[TASK] Copy out each line of the data holding "Hugo".

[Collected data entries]
□ □ □ □ □

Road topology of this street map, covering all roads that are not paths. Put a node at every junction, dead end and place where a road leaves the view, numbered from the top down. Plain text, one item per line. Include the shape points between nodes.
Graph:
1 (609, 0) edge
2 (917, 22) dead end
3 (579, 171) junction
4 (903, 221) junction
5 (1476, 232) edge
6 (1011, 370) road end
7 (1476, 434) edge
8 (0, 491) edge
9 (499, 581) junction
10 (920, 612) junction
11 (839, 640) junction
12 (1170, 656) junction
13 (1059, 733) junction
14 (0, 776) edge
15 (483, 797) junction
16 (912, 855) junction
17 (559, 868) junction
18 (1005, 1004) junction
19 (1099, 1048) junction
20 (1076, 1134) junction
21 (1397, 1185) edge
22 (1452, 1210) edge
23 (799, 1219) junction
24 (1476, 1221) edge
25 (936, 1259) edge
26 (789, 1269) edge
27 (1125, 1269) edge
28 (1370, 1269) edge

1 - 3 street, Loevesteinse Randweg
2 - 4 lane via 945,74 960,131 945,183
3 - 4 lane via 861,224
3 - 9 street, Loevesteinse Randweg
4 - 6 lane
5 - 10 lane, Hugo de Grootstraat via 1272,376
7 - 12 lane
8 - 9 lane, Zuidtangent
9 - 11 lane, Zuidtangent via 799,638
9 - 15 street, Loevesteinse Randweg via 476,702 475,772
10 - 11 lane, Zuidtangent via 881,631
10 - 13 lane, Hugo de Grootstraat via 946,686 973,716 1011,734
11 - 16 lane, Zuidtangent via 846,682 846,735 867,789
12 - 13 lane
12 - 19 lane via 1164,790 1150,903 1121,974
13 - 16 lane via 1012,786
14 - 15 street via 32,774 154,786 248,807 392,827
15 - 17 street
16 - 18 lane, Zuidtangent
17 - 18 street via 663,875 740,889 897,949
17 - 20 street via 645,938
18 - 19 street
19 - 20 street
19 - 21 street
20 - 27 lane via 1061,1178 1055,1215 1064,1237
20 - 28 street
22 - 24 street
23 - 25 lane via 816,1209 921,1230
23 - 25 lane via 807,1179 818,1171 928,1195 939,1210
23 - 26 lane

□ □ □ □ □

[SOLVED EXERCISE]
5 - 10 lane, Hugo de Grootstraat via 1272,376
10 - 13 lane, Hugo de Grootstraat via 946,686 973,716 1011,734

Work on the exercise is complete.